MADRID (AFP) - Como en 2006, el CSKA Moscú y el Maccabi Tel Aviv se enfrentan este domingo en Madrid en la final de la Euroliga de baloncesto, un prestigioso duelo que el club ruso afronta esta vez como favorito.

Hace dos años, el Maccabi aún era todopoderoso y, en la 'Final Four' de Praga, aspiraba a su tercer título consecutivo para alcanzar la leyenda del Jugoplastika Split. Hasta que el CSKA, tras varios intentos en vano, puso fin a los sueños de los israelíes, alcanzándoles con un quinto título, el primero que conquistaba en 35 años.

Esa rebelión se confirmó después porque el equipo de Moscú volvió a jugar la final en 2007, quedándose a tan sólo dos puntos de la victoria ante el Panathinaikos en Atenas, mientras el Maccabi se despedía en cuartos de final, después de perder a casi todas sus estrellas al comienzo de la temporada.

También este año el CSKA, que juega su sexta 'final a cuatro' seguida, parece mucho más sólido que el Maccabi, que se metió en la final pero encuentra mucha resistencia en su propio campeonato, en el que solía reinar como monarca absoluto. "En Praga nos sorprendieron, espero que la historia se repita pero esta vez al revés", decía Derrick Sharp, héroe del Maccabi en semifinales contra el Siena, que no duda en dejar el papel de favorito al CSKA.

"¿Favorito o no? Bueno, es un debate de la prensa y de la afición. Nosotros sólo nos concentramos en lo que tenemos que hacer", dice el entrenador de los rusos, el italiano Ettore Messina, que este domingo dirigirá nada menos que su octava final en once temporadas y la tercera con el CSKA. Ese dato es sólo un indicio del lujo que rodea a esta final del cincuentenario, el desenlace soñado para muchos de una temporada marcada por las eliminaciones prematuras de Panathinaikos y Real Madrid.

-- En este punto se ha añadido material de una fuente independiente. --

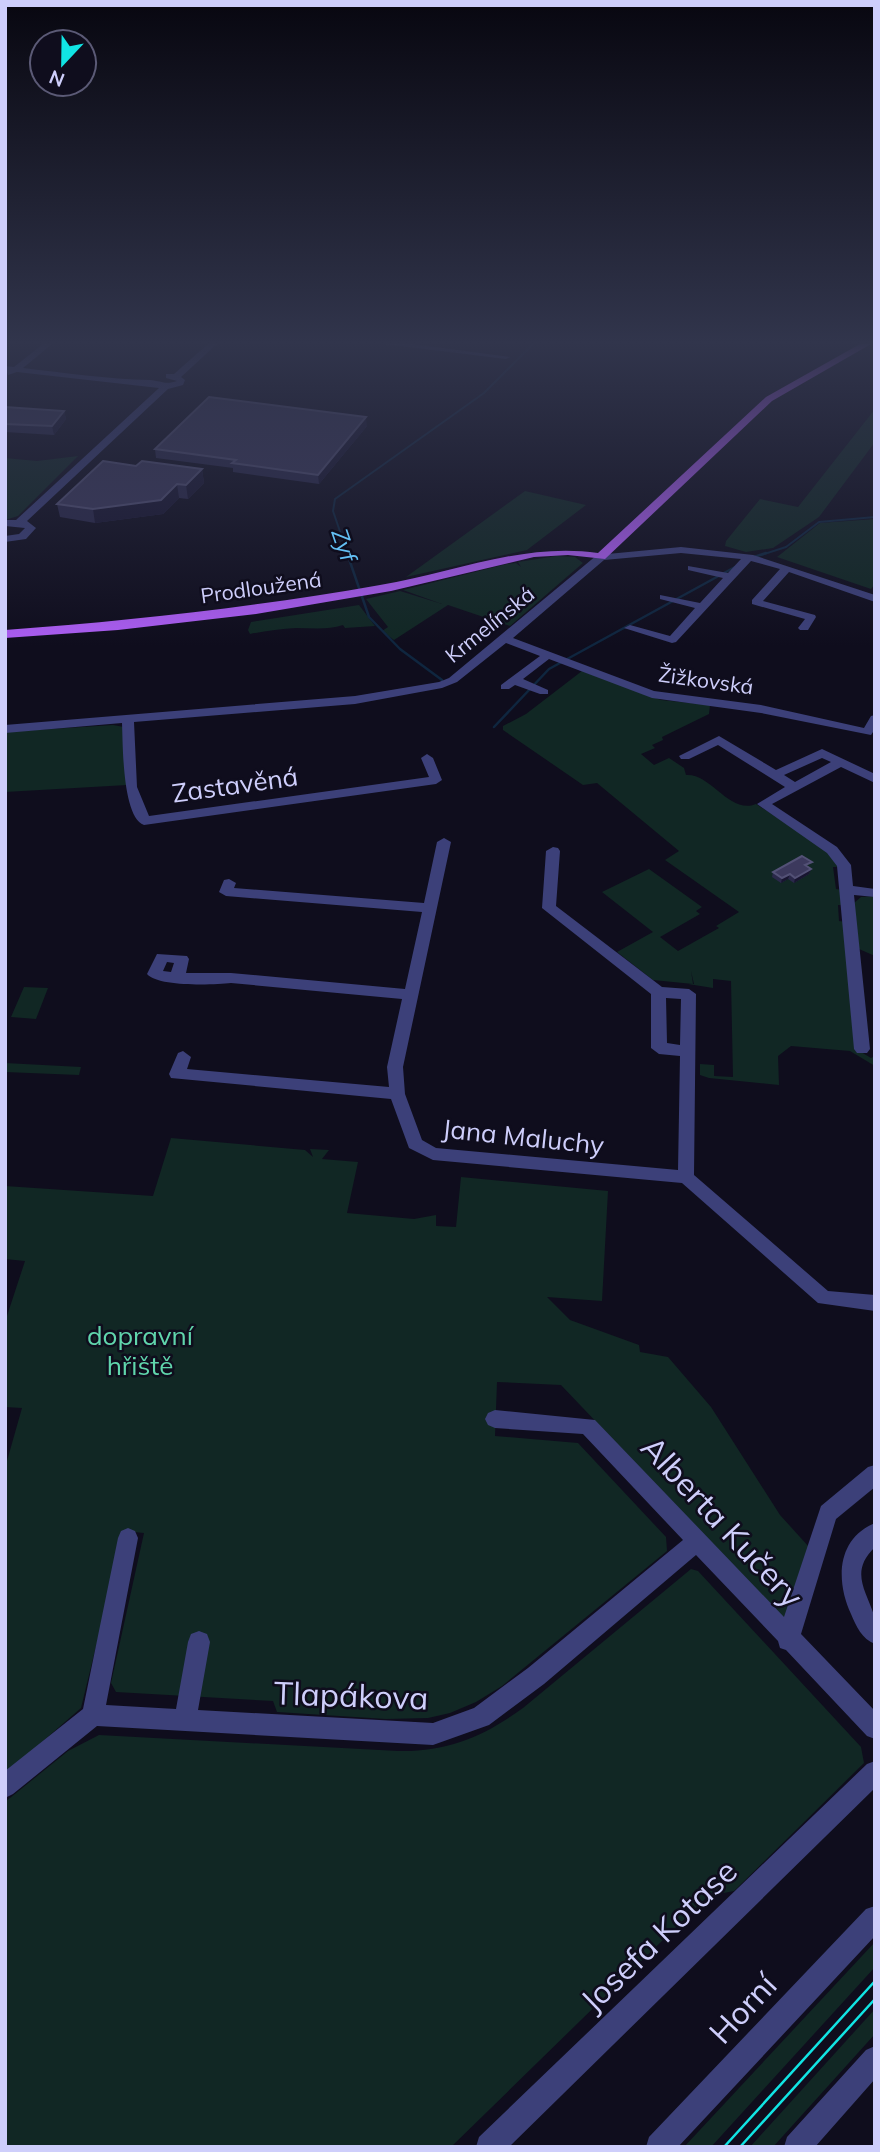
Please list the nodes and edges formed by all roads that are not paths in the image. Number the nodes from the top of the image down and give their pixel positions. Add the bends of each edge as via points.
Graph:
1 (103, 444) edge
2 (721, 444) edge
3 (20, 522) junction
4 (5, 523) edge
5 (5, 539) edge
6 (601, 557) junction
7 (749, 557) junction
8 (692, 568) dead end
9 (787, 568) junction
10 (730, 577) junction
11 (764, 593) junction
12 (860, 593) junction
13 (664, 597) dead end
14 (875, 599) edge
15 (793, 601) dead end
16 (847, 604) dead end
17 (702, 607) junction
18 (810, 620) dead end
19 (631, 628) dead end
20 (5, 634) edge
21 (505, 639) junction
22 (548, 655) junction
23 (544, 692) dead end
24 (128, 719) junction
25 (875, 719) edge
26 (5, 729) edge
27 (685, 756) dead end
28 (427, 758) dead end
29 (839, 763) junction
30 (775, 775) junction
31 (875, 779) edge
32 (794, 787) junction
33 (444, 842) dead end
34 (553, 851) dead end
35 (229, 883) dead end
36 (848, 890) junction
37 (875, 892) edge
38 (430, 908) junction
39 (177, 978) dead end
40 (658, 992) junction
41 (411, 995) junction
42 (862, 1049) dead end
43 (687, 1051) junction
44 (183, 1057) dead end
45 (397, 1094) junction
46 (686, 1177) junction
47 (875, 1303) edge
48 (495, 1419) dead end
49 (875, 1474) edge
50 (875, 1533) edge
51 (128, 1538) dead end
52 (697, 1541) junction
53 (875, 1633) edge
54 (788, 1640) junction
55 (199, 1642) dead end
56 (93, 1714) junction
57 (185, 1720) junction
58 (875, 1728) edge
59 (875, 1772) edge
60 (5, 1786) edge
61 (875, 1918) edge
62 (875, 2059) edge
63 (489, 2147) edge
64 (659, 2147) edge
65 (797, 2147) edge

1 - 3 street
2 - 6 main road, Krmelínská
3 - 4 street
3 - 5 street via 30,526 29,533
6 - 7 street via 681,550
6 - 20 main road, Prodloužená via 568,552 534,554 348,595 159,622
6 - 21 street, Krmelínská
7 - 9 street
7 - 10 street
8 - 10 street
9 - 11 street
9 - 12 street
10 - 17 street
11 - 15 street
11 - 18 street via 757,602
12 - 14 street
12 - 16 street
13 - 17 street
17 - 19 street via 673,640
21 - 22 street, Žižkovská
21 - 24 street, Krmelínská via 453,680 426,689 365,699
22 - 23 street via 509,683
22 - 25 street, Žižkovská via 652,694 761,709 867,732
24 - 26 street, Krmelínská
24 - 28 street, Zastavěná via 131,787 144,821 438,784
27 - 30 street via 708,746 747,771 758,765
29 - 30 street via 822,753
29 - 31 street
29 - 32 street
30 - 32 street
32 - 36 street via 763,804 840,856
33 - 38 street, Jana Maluchy
34 - 40 street via 549,908
35 - 38 street via 226,892
36 - 37 street
36 - 42 street
38 - 41 street, Jana Maluchy
39 - 41 street via 231,978
40 - 43 street via 659,1048
40 - 43 street via 689,995
41 - 45 street, Jana Maluchy via 395,1067
43 - 46 street
44 - 45 street via 177,1074
45 - 46 street, Jana Maluchy via 415,1144 433,1154
46 - 47 street via 824,1298
48 - 52 street, Alberta Kučery via 588,1426
49 - 54 street via 828,1514
50 - 53 street via 853,1557 851,1578 858,1605
51 - 56 street
52 - 54 street, Alberta Kučery
52 - 57 street, Tlapákova via 536,1676 481,1717 460,1726 433,1734
54 - 58 street, Alberta Kučery
55 - 57 street
56 - 57 street, Tlapákova
56 - 60 street
59 - 63 street, Josefa Kotase
61 - 64 street, Horní
62 - 65 street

Los dos finalistas luchan para convertirse, con su sexto título, en el segundo equipo con más títulos de la historia de la competición, por detrás del Real Madrid (8). Los israelíes disputan su final número 14 y los rusos la 11. "Para la imagen de marca de la Euroliga, no podríamos haber encontrado un partido mejor. Es la final ideal", dice Messina. "Será un partido apasionante visto en el mundo entero. Los únicos que tendrán dolor de cabeza y un nudo en el estómago el domingo seremos Zvi (Sherf, entrenador del Maccabi) y yo".

"Es un clásico y va a ser una locura", dice el griego del CSKA Theodores Papaloukas. "El Maccabi contará como de costumbre con el apoyo de miles de hinchas pero, si nos metemos en el partido, podrían ser ellos quienes sufran la presión", añade. "Estoy de acuerdo con Papaloukas. Esta final es un superclásico entre dos grandes equipos y dos grandes clubes", dice Zvi Sherf. "En cuanto a los aficionados, es verdad que tenemos más que nadie y estamos orgullosos. Pero nuesto equipo es lo bastante competitivo como para ganar, a pesar de todas las críticas que hemos escuchado esta temporada".